» **WORK TO COMPLETE**: Tally the lines below containing "JSON" and report only the total.

Segment Open

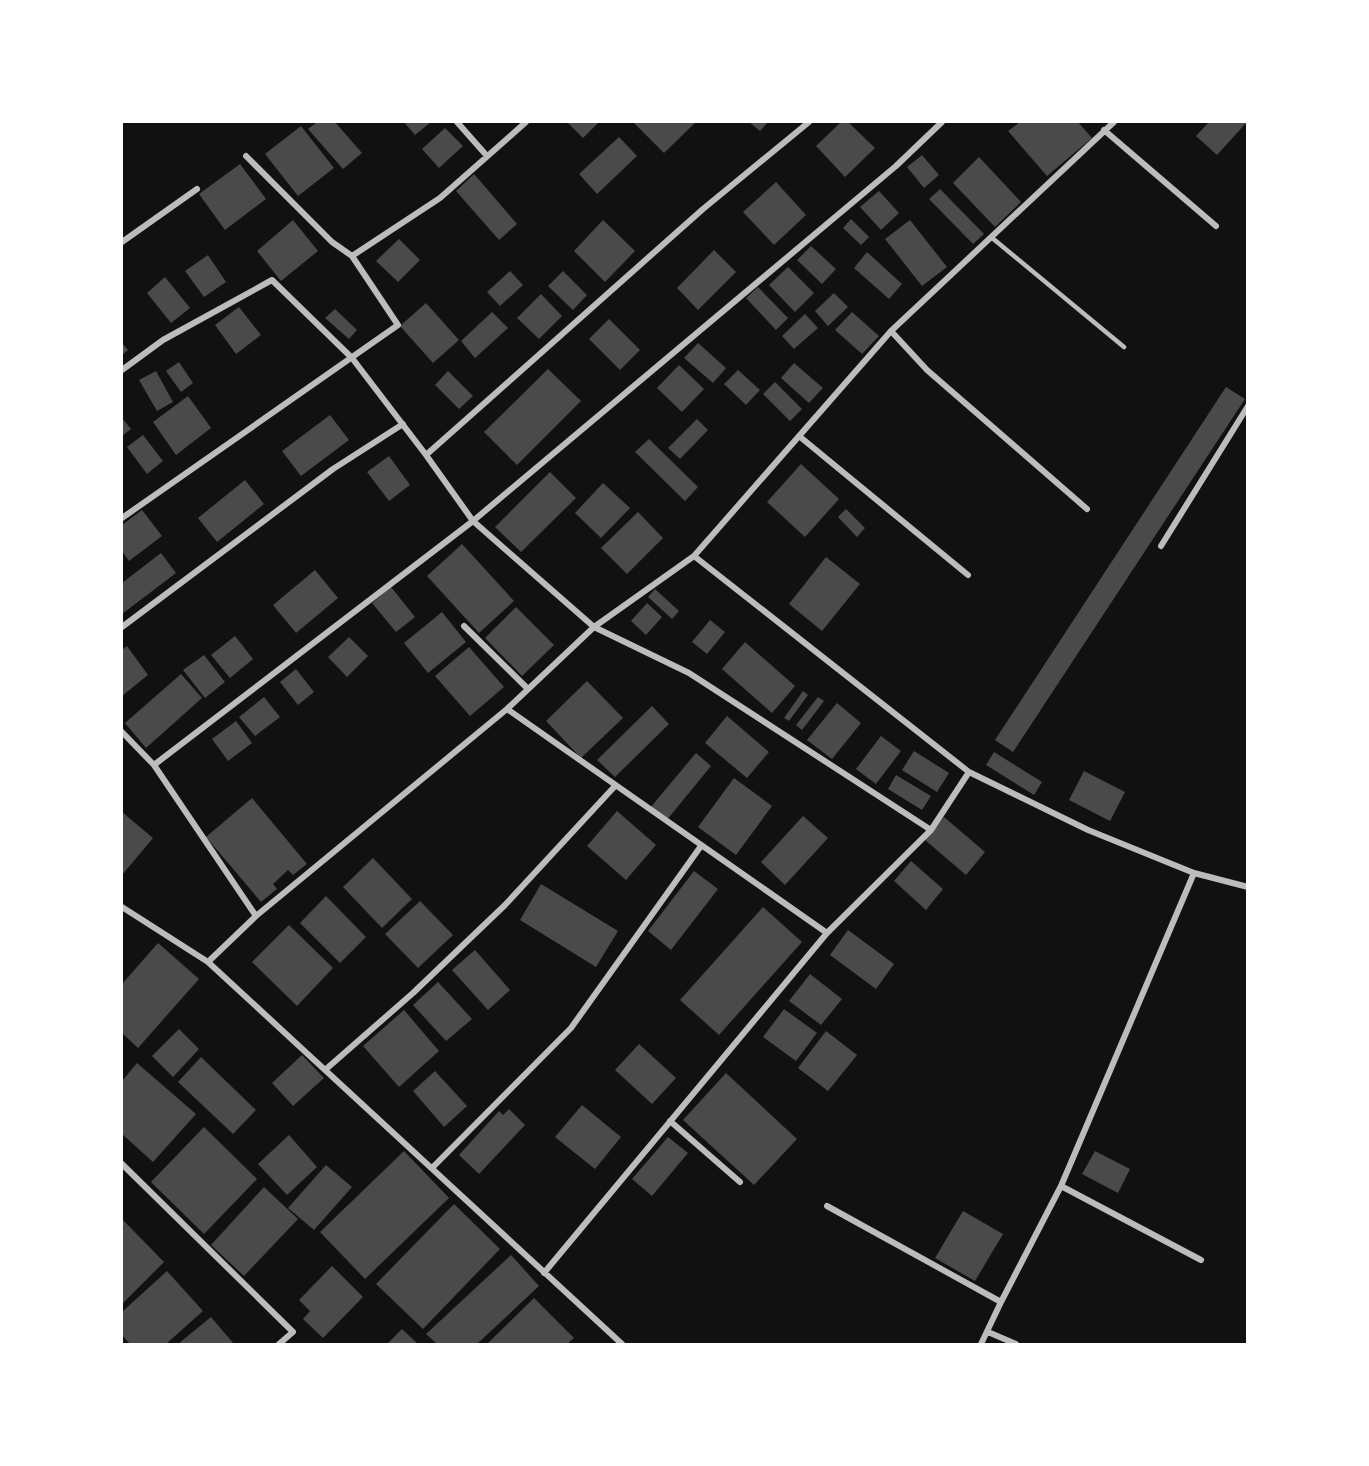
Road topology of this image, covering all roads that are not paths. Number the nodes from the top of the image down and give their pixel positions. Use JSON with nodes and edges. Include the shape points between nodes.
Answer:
{"nodes":[{"id":1,"x":457,"y":122,"type":"edge"},
{"id":2,"x":526,"y":122,"type":"edge"},
{"id":3,"x":809,"y":122,"type":"edge"},
{"id":4,"x":942,"y":122,"type":"edge"},
{"id":5,"x":1114,"y":122,"type":"edge"},
{"id":6,"x":1104,"y":130,"type":"junction"},
{"id":7,"x":246,"y":156,"type":"dead end"},
{"id":8,"x":487,"y":156,"type":"junction"},
{"id":9,"x":197,"y":189,"type":"dead end"},
{"id":10,"x":1216,"y":226,"type":"dead end"},
{"id":11,"x":991,"y":237,"type":"junction"},
{"id":12,"x":122,"y":242,"type":"edge"},
{"id":13,"x":352,"y":256,"type":"junction"},
{"id":14,"x":891,"y":331,"type":"junction"},
{"id":15,"x":1124,"y":347,"type":"dead end"},
{"id":16,"x":352,"y":358,"type":"junction"},
{"id":17,"x":122,"y":370,"type":"edge"},
{"id":18,"x":1248,"y":406,"type":"edge"},
{"id":19,"x":403,"y":424,"type":"junction"},
{"id":20,"x":799,"y":436,"type":"junction"},
{"id":21,"x":426,"y":455,"type":"junction"},
{"id":22,"x":1087,"y":509,"type":"dead end"},
{"id":23,"x":122,"y":518,"type":"edge"},
{"id":24,"x":473,"y":521,"type":"junction"},
{"id":25,"x":1161,"y":546,"type":"dead end"},
{"id":26,"x":694,"y":555,"type":"junction"},
{"id":27,"x":969,"y":575,"type":"dead end"},
{"id":28,"x":464,"y":626,"type":"dead end"},
{"id":29,"x":122,"y":627,"type":"edge"},
{"id":30,"x":594,"y":627,"type":"junction"},
{"id":31,"x":528,"y":689,"type":"junction"},
{"id":32,"x":507,"y":709,"type":"junction"},
{"id":33,"x":122,"y":732,"type":"edge"},
{"id":34,"x":154,"y":765,"type":"junction"},
{"id":35,"x":969,"y":772,"type":"junction"},
{"id":36,"x":615,"y":786,"type":"junction"},
{"id":37,"x":931,"y":830,"type":"junction"},
{"id":38,"x":701,"y":846,"type":"junction"},
{"id":39,"x":1194,"y":873,"type":"junction"},
{"id":40,"x":1248,"y":887,"type":"edge"},
{"id":41,"x":122,"y":907,"type":"edge"},
{"id":42,"x":256,"y":916,"type":"junction"},
{"id":43,"x":827,"y":933,"type":"junction"},
{"id":44,"x":208,"y":962,"type":"junction"},
{"id":45,"x":325,"y":1070,"type":"junction"},
{"id":46,"x":670,"y":1121,"type":"junction"},
{"id":47,"x":122,"y":1164,"type":"edge"},
{"id":48,"x":432,"y":1168,"type":"junction"},
{"id":49,"x":740,"y":1182,"type":"dead end"},
{"id":50,"x":1060,"y":1186,"type":"junction"},
{"id":51,"x":827,"y":1206,"type":"dead end"},
{"id":52,"x":1201,"y":1260,"type":"dead end"},
{"id":53,"x":544,"y":1273,"type":"junction"},
{"id":54,"x":1001,"y":1302,"type":"junction"},
{"id":55,"x":988,"y":1332,"type":"junction"},
{"id":56,"x":279,"y":1344,"type":"edge"},
{"id":57,"x":622,"y":1344,"type":"edge"},
{"id":58,"x":981,"y":1344,"type":"edge"},
{"id":59,"x":1016,"y":1344,"type":"edge"}],
"edges":[{"from":1,"to":8,"type":"street"},
{"from":2,"to":8,"type":"street"},
{"from":3,"to":21,"type":"street","via":[[703,209]]},
{"from":4,"to":24,"type":"street","via":[[896,166]]},
{"from":5,"to":6,"type":"street"},
{"from":6,"to":10,"type":"street"},
{"from":6,"to":11,"type":"street"},
{"from":7,"to":13,"type":"street","via":[[332,243]]},
{"from":8,"to":13,"type":"street","via":[[440,198]]},
{"from":9,"to":12,"type":"street"},
{"from":11,"to":14,"type":"street"},
{"from":11,"to":15,"type":"lane"},
{"from":13,"to":16,"type":"street","via":[[398,325]]},
{"from":14,"to":20,"type":"street"},
{"from":14,"to":22,"type":"street","via":[[927,370]]},
{"from":16,"to":17,"type":"street","via":[[272,280],[163,340]]},
{"from":16,"to":19,"type":"street"},
{"from":16,"to":23,"type":"street"},
{"from":18,"to":25,"type":"street"},
{"from":19,"to":21,"type":"street"},
{"from":19,"to":29,"type":"street","via":[[333,469]]},
{"from":20,"to":26,"type":"street"},
{"from":20,"to":27,"type":"street"},
{"from":21,"to":24,"type":"street"},
{"from":24,"to":30,"type":"street"},
{"from":24,"to":34,"type":"street"},
{"from":26,"to":30,"type":"street"},
{"from":26,"to":35,"type":"street"},
{"from":28,"to":31,"type":"street"},
{"from":30,"to":31,"type":"street"},
{"from":30,"to":37,"type":"street","via":[[689,673]]},
{"from":31,"to":32,"type":"street"},
{"from":32,"to":36,"type":"street"},
{"from":32,"to":42,"type":"street"},
{"from":33,"to":34,"type":"street"},
{"from":34,"to":42,"type":"street"},
{"from":35,"to":37,"type":"street"},
{"from":35,"to":39,"type":"street","via":[[1088,830]]},
{"from":36,"to":38,"type":"street"},
{"from":36,"to":45,"type":"street","via":[[505,905]]},
{"from":37,"to":43,"type":"street"},
{"from":38,"to":43,"type":"street"},
{"from":38,"to":48,"type":"street","via":[[571,1028]]},
{"from":39,"to":40,"type":"street"},
{"from":39,"to":50,"type":"street"},
{"from":41,"to":44,"type":"street"},
{"from":42,"to":44,"type":"street"},
{"from":43,"to":46,"type":"street"},
{"from":44,"to":45,"type":"street"},
{"from":45,"to":48,"type":"street"},
{"from":46,"to":49,"type":"street"},
{"from":46,"to":53,"type":"street"},
{"from":47,"to":56,"type":"street","via":[[292,1332]]},
{"from":48,"to":53,"type":"street"},
{"from":50,"to":52,"type":"street"},
{"from":50,"to":54,"type":"street"},
{"from":51,"to":54,"type":"street"},
{"from":53,"to":57,"type":"street"},
{"from":54,"to":55,"type":"street"},
{"from":55,"to":58,"type":"street"},
{"from":55,"to":59,"type":"street"}]}
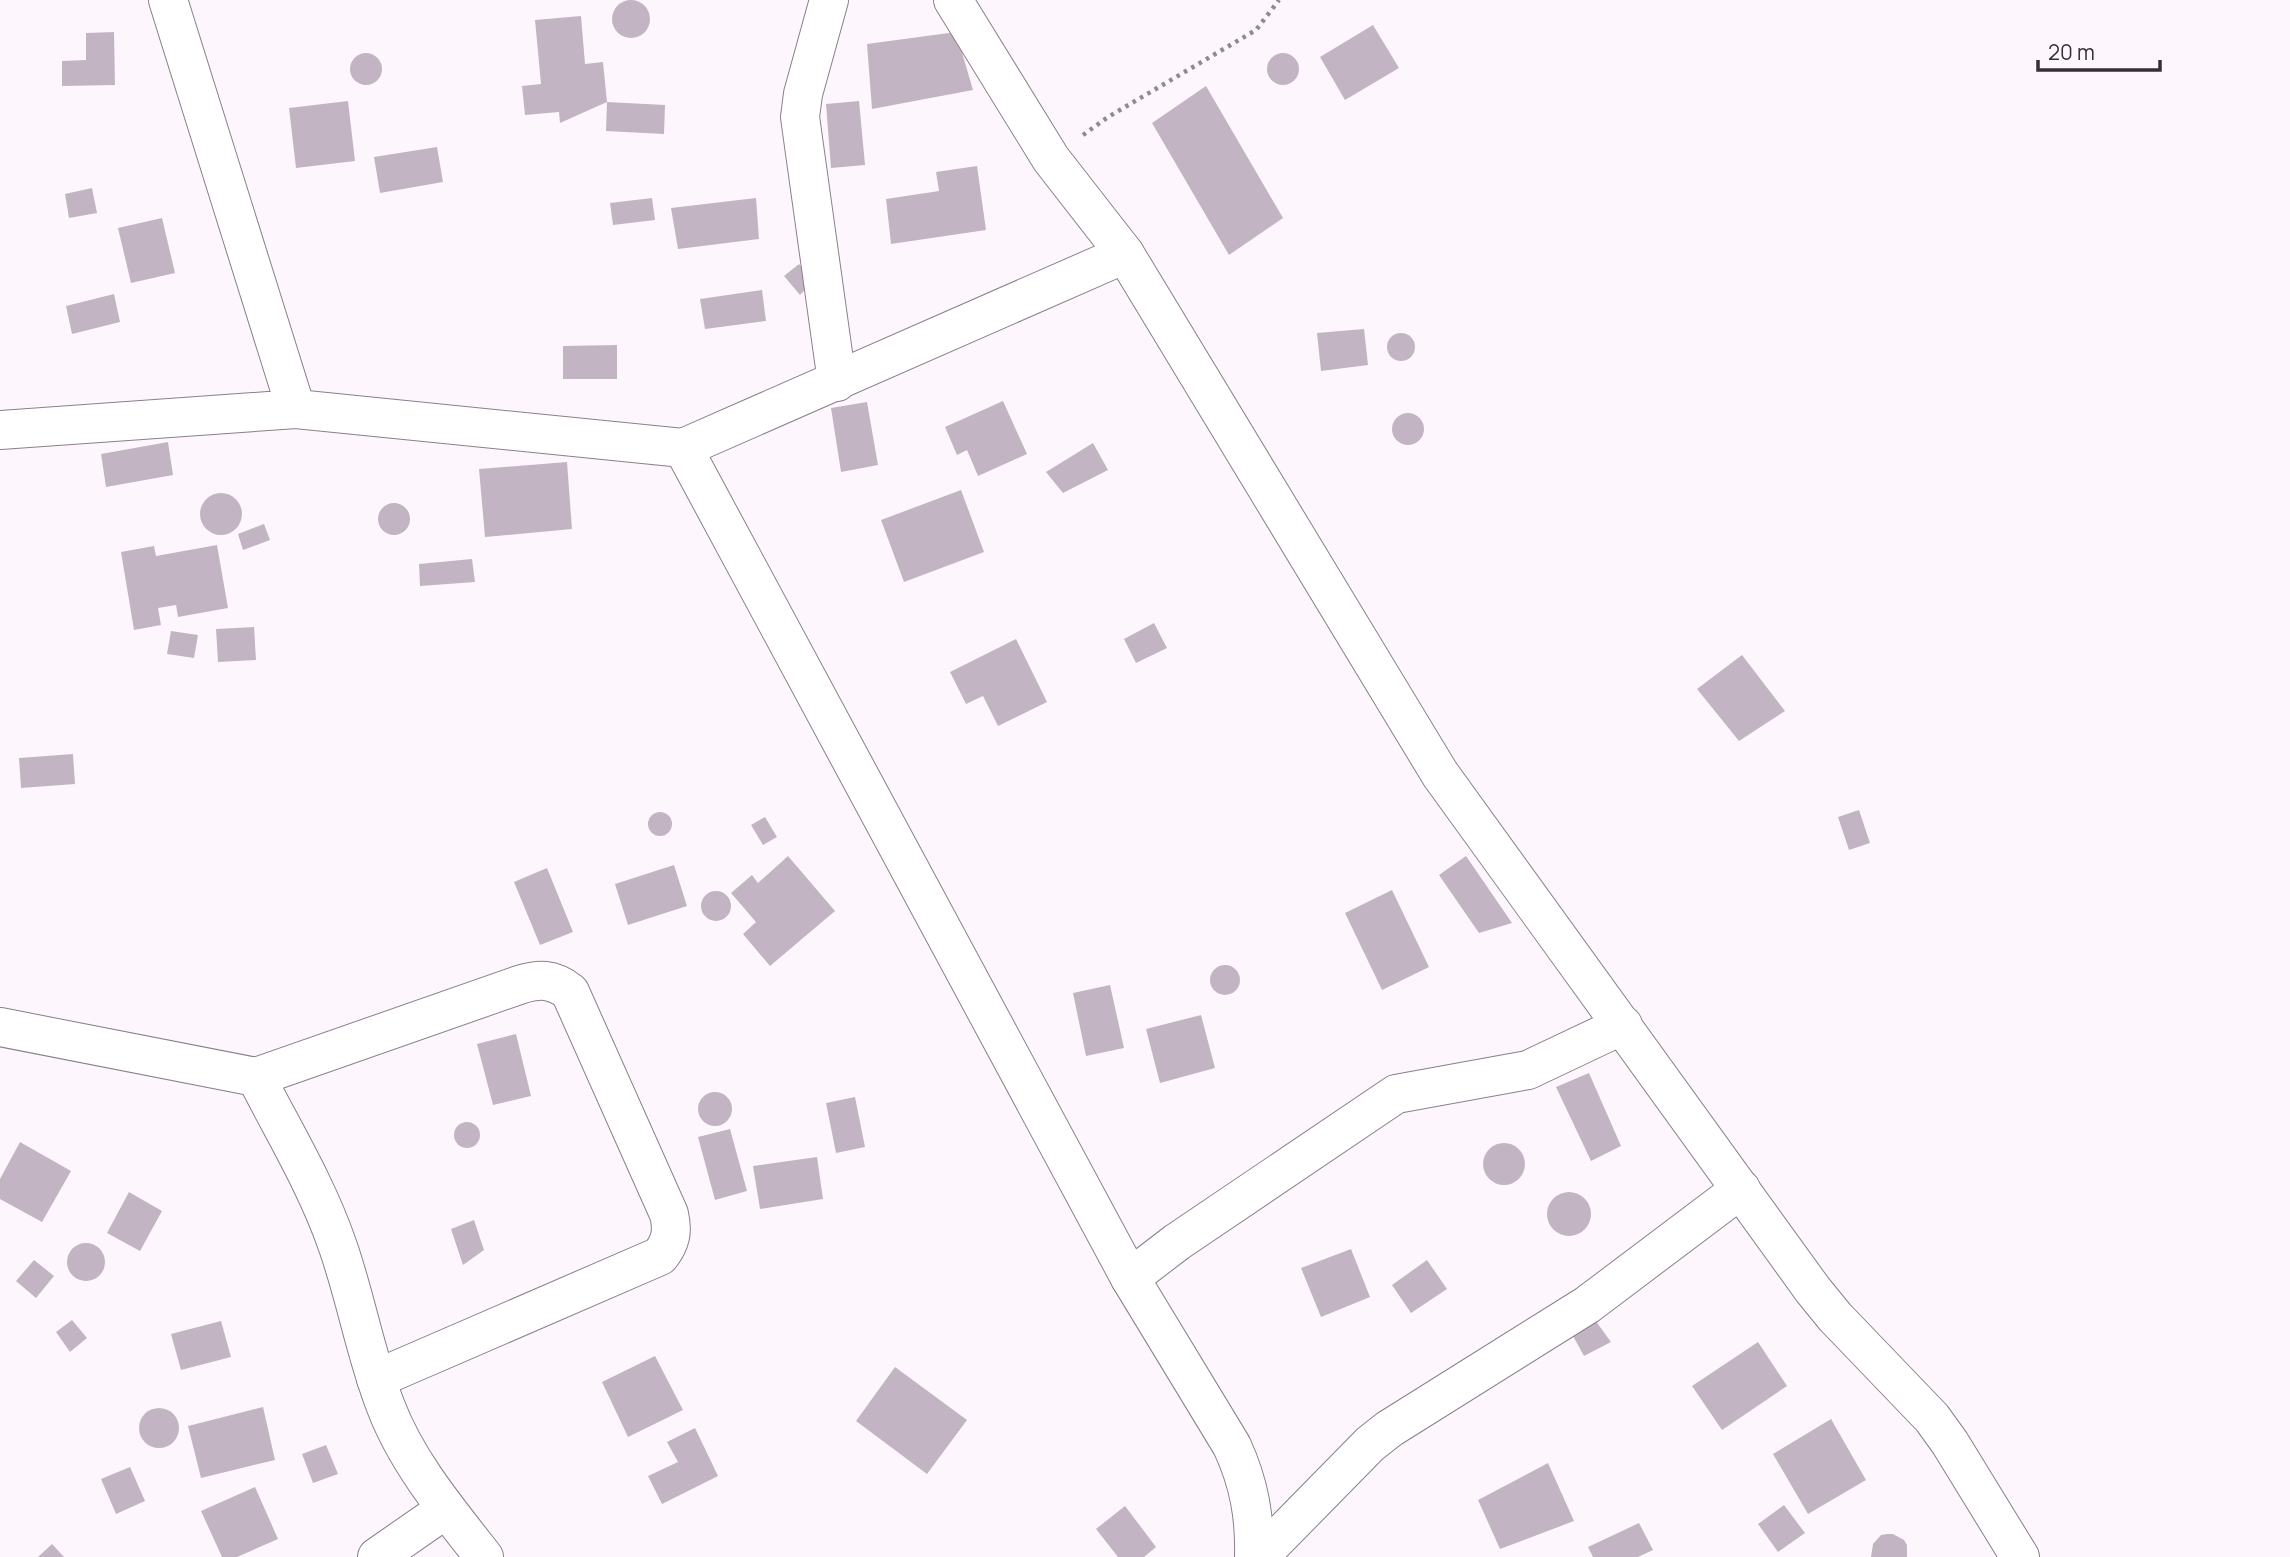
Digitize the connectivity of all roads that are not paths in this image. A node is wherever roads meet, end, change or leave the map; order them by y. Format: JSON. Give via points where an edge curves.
{"nodes":[{"id":1,"x":168,"y":0,"type":"edge"},
{"id":2,"x":829,"y":0,"type":"edge"},
{"id":3,"x":953,"y":0,"type":"edge"},
{"id":4,"x":1125,"y":254,"type":"junction"},
{"id":5,"x":837,"y":382,"type":"junction"},
{"id":6,"x":296,"y":409,"type":"junction"},
{"id":7,"x":0,"y":430,"type":"edge"},
{"id":8,"x":683,"y":448,"type":"junction"},
{"id":9,"x":1623,"y":1025,"type":"junction"},
{"id":10,"x":0,"y":1027,"type":"edge"},
{"id":11,"x":256,"y":1077,"type":"junction"},
{"id":12,"x":1741,"y":1189,"type":"junction"},
{"id":13,"x":1130,"y":1278,"type":"junction"},
{"id":14,"x":376,"y":1379,"type":"junction"},
{"id":15,"x":446,"y":1509,"type":"junction"},
{"id":16,"x":377,"y":1557,"type":"edge"},
{"id":17,"x":484,"y":1557,"type":"edge"},
{"id":18,"x":1257,"y":1557,"type":"edge"},
{"id":19,"x":2020,"y":1557,"type":"edge"}],
"edges":[{"from":1,"to":6,"type":"street"},
{"from":2,"to":5,"type":"street","via":[[800,117]]},
{"from":3,"to":4,"type":"street","via":[[1051,159]]},
{"from":4,"to":5,"type":"street"},
{"from":4,"to":9,"type":"street","via":[[1440,774]]},
{"from":5,"to":8,"type":"street"},
{"from":6,"to":7,"type":"street"},
{"from":6,"to":8,"type":"street"},
{"from":8,"to":13,"type":"street"},
{"from":9,"to":12,"type":"street"},
{"from":9,"to":13,"type":"street","via":[[1528,1070],[1396,1094]]},
{"from":10,"to":11,"type":"street"},
{"from":11,"to":14,"type":"street","via":[[337,1244]]},
{"from":11,"to":14,"type":"street","via":[[519,985],[549,980],[569,992],[669,1214],[672,1228],[660,1256]]},
{"from":12,"to":18,"type":"street","via":[[1587,1306],[1389,1429]]},
{"from":12,"to":19,"type":"street","via":[[1835,1317],[1932,1418]]},
{"from":13,"to":18,"type":"street","via":[[1244,1472],[1252,1501]]},
{"from":14,"to":15,"type":"street","via":[[404,1445]]},
{"from":15,"to":16,"type":"street"},
{"from":15,"to":17,"type":"street"}]}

Segment Closed

» **WRITTEN RESPONSE**: 2